## TASK TO COMPLETE
Look over the material for the string "links". Copy every line where it turns up.

BEGIN

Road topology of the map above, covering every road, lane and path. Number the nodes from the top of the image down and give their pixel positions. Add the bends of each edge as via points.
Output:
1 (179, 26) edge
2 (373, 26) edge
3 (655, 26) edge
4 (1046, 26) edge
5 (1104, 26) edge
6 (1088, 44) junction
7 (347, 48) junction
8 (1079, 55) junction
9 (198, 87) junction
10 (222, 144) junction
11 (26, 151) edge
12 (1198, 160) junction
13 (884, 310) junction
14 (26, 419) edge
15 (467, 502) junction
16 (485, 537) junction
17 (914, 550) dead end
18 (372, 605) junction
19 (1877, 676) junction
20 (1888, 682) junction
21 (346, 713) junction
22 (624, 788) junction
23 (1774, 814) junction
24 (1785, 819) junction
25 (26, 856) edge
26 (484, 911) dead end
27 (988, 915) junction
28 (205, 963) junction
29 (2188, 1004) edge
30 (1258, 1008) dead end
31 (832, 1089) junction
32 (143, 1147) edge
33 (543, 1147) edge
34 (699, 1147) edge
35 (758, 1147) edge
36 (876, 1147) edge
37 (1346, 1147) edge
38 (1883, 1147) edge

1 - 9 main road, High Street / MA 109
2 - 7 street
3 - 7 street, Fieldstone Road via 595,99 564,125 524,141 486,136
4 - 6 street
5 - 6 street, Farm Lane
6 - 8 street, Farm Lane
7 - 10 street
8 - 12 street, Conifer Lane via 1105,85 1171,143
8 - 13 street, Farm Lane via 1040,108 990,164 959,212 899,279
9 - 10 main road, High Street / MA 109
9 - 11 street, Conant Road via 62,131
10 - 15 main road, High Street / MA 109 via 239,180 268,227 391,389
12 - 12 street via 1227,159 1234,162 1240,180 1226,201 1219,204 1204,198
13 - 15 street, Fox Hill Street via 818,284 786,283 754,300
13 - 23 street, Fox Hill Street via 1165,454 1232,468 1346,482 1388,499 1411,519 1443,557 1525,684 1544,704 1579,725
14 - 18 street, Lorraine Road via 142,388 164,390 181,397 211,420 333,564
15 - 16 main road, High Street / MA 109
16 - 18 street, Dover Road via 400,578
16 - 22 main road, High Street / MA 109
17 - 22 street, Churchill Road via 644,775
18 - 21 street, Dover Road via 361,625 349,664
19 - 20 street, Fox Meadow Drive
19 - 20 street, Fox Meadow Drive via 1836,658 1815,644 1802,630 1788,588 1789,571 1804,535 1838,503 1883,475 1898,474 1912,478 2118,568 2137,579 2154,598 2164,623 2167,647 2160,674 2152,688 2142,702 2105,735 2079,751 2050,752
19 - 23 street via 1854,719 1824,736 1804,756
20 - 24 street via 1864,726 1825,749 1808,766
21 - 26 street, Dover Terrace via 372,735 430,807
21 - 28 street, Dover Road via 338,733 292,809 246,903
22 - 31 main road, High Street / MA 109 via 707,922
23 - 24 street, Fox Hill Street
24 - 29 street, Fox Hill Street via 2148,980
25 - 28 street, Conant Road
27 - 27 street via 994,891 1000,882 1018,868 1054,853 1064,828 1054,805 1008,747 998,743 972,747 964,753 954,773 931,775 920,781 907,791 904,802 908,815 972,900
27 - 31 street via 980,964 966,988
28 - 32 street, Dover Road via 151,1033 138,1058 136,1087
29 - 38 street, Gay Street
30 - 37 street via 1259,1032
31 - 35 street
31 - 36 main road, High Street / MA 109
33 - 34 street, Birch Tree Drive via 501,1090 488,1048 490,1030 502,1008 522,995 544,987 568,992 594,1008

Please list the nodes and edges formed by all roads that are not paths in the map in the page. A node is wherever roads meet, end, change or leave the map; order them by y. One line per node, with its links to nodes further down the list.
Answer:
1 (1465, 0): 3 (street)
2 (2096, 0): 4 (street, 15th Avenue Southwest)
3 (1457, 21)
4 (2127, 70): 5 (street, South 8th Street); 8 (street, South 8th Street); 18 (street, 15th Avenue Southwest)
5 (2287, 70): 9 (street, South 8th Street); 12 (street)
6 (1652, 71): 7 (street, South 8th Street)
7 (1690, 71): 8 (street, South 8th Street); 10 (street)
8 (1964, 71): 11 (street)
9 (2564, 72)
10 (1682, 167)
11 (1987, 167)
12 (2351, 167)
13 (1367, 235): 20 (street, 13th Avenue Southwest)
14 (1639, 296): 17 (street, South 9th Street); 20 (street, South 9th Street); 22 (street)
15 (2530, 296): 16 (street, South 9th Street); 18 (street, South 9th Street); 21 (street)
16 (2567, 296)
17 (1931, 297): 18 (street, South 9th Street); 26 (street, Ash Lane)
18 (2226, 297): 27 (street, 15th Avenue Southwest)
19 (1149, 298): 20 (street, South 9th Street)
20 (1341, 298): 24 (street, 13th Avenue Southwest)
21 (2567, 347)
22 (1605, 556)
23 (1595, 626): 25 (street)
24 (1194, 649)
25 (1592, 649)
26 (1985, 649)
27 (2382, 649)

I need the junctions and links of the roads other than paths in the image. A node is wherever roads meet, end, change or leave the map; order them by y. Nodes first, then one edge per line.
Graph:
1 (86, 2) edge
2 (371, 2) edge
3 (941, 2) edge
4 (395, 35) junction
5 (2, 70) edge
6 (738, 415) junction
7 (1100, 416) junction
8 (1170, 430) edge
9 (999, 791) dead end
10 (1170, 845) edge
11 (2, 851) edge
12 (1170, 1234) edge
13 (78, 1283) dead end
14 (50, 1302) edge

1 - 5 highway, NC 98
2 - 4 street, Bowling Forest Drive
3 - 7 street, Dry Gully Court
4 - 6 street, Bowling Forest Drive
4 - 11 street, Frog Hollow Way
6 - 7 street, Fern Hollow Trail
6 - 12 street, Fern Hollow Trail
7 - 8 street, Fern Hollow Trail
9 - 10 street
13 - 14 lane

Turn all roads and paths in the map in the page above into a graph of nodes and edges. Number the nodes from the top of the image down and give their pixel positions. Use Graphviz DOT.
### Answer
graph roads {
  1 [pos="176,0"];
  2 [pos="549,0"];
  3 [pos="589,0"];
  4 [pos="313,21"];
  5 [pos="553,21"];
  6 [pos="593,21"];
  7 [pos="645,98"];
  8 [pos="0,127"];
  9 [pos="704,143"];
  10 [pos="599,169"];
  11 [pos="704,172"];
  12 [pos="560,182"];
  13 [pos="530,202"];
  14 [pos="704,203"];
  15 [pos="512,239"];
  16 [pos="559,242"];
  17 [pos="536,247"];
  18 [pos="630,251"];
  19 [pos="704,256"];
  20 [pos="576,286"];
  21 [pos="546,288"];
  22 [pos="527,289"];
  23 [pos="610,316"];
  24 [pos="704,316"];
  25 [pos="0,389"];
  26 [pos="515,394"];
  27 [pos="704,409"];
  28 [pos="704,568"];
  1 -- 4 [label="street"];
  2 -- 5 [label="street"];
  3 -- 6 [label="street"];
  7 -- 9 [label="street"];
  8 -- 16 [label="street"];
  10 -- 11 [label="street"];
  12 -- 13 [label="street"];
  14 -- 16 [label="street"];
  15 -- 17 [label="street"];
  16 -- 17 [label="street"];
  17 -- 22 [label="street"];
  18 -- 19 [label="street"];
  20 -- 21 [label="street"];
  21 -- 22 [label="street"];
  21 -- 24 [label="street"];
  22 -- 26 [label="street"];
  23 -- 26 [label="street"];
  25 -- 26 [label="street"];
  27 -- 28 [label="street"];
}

END

## PROBLEM SOLUTION
Please list the nodes and edges formed by all roads that are not paths in the map in the page. A node is wherever roads meet, end, change or leave the map; order them by y. One line per node, with its links to nodes further down the list.
I need the junctions and links of the roads other than paths in the image. A node is wherever roads meet, end, change or leave the map; order them by y. Nodes first, then one edge per line.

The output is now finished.